■ **Your assignment**
Go through the data and copy each line that holds "points".

■ **Entries provided**
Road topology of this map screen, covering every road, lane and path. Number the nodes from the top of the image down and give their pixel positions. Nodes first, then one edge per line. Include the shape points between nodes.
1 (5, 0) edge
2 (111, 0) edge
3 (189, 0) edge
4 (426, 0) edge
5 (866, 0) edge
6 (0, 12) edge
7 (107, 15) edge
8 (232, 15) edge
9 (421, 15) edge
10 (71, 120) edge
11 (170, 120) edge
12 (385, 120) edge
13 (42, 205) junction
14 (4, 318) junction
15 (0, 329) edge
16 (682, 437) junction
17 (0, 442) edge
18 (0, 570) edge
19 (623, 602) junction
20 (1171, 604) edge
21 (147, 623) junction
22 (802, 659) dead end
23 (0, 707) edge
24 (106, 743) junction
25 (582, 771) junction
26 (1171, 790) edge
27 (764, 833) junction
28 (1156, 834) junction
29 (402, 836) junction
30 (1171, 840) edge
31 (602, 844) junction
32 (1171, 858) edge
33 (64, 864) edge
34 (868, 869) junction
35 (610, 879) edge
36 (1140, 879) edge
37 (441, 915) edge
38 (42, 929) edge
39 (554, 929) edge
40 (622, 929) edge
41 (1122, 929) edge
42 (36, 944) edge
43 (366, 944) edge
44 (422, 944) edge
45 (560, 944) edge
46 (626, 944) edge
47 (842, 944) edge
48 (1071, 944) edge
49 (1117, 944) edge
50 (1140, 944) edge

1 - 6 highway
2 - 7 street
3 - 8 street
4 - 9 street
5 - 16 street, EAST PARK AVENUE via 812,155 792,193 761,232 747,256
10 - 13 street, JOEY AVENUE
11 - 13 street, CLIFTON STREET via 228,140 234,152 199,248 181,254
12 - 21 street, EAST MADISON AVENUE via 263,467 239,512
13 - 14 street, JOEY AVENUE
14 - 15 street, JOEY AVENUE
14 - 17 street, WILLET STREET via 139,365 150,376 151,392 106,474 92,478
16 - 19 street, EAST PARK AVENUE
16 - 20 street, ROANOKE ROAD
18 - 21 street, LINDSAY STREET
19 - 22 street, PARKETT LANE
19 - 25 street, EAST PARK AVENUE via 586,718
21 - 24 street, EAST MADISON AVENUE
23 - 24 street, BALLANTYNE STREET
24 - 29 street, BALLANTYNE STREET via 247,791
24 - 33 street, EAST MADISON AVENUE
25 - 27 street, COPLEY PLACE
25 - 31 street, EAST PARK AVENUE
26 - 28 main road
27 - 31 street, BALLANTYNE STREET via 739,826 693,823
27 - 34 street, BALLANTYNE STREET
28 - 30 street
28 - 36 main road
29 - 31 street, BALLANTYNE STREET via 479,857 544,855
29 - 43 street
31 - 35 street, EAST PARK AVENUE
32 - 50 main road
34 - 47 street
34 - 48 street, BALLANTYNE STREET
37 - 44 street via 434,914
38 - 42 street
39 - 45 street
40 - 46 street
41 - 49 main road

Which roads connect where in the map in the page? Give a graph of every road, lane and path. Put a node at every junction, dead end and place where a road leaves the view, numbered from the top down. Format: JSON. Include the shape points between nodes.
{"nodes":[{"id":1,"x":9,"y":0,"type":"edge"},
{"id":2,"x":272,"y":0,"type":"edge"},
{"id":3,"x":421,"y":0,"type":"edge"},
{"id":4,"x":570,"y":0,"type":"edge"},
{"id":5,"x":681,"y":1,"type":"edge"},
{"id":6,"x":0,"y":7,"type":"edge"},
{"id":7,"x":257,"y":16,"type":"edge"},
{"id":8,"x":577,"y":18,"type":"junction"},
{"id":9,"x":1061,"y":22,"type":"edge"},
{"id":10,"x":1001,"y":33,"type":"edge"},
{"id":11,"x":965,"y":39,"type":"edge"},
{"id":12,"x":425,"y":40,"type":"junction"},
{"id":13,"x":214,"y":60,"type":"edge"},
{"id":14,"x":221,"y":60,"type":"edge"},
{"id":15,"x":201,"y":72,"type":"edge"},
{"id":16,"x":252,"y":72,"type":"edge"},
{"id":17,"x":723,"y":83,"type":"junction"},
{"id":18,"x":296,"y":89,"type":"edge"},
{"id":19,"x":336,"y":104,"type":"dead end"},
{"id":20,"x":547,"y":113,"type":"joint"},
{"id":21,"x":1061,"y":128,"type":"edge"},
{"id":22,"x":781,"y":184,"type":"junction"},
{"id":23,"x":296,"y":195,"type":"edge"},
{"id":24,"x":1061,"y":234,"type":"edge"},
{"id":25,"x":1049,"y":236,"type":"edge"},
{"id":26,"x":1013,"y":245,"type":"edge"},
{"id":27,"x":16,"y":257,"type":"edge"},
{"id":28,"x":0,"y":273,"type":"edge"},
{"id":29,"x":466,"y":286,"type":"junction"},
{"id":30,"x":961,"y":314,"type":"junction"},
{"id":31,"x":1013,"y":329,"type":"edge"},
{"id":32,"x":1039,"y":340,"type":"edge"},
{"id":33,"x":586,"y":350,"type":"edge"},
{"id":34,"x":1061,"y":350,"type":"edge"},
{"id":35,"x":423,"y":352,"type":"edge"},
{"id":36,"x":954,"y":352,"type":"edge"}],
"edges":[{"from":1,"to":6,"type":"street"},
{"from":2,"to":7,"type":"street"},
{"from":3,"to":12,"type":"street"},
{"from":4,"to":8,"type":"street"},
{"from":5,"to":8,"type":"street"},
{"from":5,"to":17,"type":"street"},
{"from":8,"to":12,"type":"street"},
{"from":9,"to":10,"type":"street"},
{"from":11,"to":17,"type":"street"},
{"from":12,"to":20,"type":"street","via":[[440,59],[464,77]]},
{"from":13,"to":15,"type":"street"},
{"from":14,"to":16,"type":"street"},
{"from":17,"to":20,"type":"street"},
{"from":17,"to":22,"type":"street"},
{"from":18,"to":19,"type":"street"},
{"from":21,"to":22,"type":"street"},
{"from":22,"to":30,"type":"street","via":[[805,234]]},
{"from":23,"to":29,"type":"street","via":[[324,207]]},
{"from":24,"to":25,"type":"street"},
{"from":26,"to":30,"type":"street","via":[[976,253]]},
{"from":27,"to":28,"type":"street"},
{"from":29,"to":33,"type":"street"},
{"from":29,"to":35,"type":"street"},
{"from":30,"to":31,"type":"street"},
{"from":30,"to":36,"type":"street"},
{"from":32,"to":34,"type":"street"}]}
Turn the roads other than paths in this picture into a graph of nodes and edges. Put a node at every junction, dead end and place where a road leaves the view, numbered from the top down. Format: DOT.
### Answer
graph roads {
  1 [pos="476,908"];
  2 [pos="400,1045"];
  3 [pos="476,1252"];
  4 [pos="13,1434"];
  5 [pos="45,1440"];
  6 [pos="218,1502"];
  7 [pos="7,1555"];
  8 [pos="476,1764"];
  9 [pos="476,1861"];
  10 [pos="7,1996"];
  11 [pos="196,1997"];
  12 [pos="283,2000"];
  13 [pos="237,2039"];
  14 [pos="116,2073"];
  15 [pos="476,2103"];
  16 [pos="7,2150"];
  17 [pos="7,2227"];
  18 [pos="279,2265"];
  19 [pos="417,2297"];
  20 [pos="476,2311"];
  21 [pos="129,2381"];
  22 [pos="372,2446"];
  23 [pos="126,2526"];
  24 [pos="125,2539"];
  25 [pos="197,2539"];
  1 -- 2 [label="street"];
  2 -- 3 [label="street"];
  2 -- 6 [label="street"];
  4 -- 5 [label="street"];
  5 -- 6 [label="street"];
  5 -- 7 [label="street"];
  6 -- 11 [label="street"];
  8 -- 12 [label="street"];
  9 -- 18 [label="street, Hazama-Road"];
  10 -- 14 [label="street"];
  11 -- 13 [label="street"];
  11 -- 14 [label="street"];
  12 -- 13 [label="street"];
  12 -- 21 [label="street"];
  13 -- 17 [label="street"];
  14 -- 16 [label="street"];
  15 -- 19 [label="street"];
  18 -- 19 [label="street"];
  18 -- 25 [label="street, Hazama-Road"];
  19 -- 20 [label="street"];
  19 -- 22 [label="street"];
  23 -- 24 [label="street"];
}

■ **Result for this task**
Road topology of this map screen, covering every road, lane and path. Number the nodes from the top of the image down and give their pixel positions. Nodes first, then one edge per line. Include the shape points between nodes.
Which roads connect where in the map in the page? Give a graph of every road, lane and path. Put a node at every junction, dead end and place where a road leaves the view, numbered from the top down. Format: JSON. Include the shape points between nodes.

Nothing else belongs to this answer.